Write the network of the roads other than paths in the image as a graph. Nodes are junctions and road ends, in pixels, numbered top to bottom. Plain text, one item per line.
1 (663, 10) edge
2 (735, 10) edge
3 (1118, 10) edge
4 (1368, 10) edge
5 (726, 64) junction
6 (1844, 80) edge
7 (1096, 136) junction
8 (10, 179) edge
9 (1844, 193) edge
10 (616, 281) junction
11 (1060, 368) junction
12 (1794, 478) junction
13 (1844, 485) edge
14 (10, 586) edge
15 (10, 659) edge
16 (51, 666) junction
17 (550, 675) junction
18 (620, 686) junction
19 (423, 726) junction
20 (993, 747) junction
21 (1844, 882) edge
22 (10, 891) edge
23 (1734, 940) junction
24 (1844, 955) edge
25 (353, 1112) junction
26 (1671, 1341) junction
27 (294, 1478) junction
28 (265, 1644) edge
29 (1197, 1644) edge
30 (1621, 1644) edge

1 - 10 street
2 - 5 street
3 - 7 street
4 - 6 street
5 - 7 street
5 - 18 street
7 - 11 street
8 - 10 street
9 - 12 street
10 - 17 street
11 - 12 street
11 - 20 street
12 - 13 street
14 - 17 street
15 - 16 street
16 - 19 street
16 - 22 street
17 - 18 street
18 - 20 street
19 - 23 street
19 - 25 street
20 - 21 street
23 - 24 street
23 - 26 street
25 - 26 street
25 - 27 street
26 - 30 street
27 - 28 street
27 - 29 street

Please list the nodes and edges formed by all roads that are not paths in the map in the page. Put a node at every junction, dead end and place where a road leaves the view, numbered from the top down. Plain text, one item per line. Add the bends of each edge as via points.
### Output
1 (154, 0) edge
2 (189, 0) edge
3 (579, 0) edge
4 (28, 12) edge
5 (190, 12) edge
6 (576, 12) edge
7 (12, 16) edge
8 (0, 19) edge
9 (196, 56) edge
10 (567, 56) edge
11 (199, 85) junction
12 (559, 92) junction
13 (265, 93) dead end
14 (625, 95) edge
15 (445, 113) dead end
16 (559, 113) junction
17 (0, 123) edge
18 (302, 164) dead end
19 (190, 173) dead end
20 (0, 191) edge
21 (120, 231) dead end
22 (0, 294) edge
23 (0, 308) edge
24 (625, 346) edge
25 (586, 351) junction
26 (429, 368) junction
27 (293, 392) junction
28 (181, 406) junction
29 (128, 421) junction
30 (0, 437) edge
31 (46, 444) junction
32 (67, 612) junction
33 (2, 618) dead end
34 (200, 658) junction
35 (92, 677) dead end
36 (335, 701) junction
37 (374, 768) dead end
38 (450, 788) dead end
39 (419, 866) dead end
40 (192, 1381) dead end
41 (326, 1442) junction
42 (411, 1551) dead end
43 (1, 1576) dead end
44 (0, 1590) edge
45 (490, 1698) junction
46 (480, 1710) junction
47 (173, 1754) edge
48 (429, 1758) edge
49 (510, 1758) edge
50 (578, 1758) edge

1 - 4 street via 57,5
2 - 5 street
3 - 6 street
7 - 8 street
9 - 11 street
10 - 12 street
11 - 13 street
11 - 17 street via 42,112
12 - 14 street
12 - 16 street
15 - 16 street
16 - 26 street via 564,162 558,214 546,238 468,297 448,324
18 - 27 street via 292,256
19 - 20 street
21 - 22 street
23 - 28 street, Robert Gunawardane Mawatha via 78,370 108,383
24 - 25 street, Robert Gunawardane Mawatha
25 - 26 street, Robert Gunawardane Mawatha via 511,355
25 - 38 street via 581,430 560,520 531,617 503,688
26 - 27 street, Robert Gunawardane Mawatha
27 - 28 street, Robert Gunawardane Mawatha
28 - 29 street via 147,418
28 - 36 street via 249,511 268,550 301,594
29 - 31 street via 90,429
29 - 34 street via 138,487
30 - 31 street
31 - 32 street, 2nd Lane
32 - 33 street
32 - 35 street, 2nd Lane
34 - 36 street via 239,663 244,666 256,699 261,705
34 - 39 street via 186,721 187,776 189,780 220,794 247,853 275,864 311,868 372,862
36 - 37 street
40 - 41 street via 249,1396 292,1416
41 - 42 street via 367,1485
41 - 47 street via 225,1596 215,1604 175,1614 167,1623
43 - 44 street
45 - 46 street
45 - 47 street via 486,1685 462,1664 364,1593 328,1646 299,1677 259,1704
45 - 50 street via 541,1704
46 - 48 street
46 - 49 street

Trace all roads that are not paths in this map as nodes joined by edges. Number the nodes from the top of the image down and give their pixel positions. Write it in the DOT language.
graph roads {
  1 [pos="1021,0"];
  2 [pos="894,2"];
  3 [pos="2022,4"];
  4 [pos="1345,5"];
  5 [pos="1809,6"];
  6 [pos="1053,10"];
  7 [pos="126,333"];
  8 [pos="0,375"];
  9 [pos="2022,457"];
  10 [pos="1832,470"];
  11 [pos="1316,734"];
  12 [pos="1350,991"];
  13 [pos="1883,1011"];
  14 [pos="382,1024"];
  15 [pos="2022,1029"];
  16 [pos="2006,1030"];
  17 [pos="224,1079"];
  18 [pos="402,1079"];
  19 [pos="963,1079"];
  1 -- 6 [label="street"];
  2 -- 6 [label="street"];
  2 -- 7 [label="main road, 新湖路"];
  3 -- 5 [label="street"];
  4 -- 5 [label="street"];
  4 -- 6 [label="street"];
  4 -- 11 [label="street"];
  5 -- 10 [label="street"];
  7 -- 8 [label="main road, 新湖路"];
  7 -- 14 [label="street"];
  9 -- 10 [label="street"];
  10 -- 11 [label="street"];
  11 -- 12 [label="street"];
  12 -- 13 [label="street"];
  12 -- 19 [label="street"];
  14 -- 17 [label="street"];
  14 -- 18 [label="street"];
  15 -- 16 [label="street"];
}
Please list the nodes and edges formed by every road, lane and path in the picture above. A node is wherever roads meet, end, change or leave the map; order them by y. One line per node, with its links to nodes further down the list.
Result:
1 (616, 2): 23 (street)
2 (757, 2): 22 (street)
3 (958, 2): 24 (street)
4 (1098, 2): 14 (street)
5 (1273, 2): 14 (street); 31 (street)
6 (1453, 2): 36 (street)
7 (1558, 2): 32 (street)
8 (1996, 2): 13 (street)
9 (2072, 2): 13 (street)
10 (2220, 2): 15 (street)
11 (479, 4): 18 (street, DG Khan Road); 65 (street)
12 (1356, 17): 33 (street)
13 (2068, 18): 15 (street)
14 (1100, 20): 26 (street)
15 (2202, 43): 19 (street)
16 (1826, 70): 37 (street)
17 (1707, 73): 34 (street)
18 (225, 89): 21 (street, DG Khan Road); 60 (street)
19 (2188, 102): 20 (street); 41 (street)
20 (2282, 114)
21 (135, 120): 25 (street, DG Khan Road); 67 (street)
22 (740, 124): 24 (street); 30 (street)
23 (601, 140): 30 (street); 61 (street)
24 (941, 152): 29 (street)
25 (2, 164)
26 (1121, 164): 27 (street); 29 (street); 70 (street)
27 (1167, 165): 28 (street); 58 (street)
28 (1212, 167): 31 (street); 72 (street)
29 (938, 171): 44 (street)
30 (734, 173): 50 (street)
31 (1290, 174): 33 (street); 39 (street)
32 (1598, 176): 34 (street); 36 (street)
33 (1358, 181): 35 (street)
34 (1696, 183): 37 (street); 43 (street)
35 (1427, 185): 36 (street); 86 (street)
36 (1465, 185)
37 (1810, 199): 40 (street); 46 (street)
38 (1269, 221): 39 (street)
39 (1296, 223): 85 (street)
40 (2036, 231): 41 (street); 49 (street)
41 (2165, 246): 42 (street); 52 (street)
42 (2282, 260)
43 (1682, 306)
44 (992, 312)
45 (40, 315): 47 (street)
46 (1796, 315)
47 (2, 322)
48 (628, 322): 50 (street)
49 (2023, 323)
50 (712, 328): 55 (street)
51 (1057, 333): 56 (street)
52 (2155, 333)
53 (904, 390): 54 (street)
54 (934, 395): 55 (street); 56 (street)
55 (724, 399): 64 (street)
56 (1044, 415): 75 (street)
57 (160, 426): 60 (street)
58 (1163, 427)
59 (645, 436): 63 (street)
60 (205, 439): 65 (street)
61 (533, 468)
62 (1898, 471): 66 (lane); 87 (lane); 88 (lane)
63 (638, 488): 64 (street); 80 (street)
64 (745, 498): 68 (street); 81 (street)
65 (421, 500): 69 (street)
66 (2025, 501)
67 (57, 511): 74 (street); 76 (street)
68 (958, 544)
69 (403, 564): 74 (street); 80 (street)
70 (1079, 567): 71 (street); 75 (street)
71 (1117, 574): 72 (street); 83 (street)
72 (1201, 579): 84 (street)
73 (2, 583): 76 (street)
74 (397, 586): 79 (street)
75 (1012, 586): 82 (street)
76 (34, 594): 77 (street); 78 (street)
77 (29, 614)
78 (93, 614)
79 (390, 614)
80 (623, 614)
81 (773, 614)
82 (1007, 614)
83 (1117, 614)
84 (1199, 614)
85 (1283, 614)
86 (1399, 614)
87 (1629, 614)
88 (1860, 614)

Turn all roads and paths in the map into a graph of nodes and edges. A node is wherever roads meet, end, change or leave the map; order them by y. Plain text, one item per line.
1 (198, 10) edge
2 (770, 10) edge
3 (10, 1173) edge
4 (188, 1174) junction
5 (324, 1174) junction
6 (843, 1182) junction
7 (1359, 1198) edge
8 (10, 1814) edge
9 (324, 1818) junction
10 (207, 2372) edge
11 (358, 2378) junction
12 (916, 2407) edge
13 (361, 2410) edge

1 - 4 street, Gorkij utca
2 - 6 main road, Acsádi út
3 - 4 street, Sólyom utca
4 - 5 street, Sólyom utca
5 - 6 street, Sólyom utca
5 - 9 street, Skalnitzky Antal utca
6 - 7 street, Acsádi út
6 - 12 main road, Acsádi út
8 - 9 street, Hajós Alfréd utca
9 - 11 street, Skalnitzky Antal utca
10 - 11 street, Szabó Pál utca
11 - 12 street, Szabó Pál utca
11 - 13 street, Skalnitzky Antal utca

======

Action item |
Your answer must be one number: how many lines of the data contain "paths".

Exercise answer |
4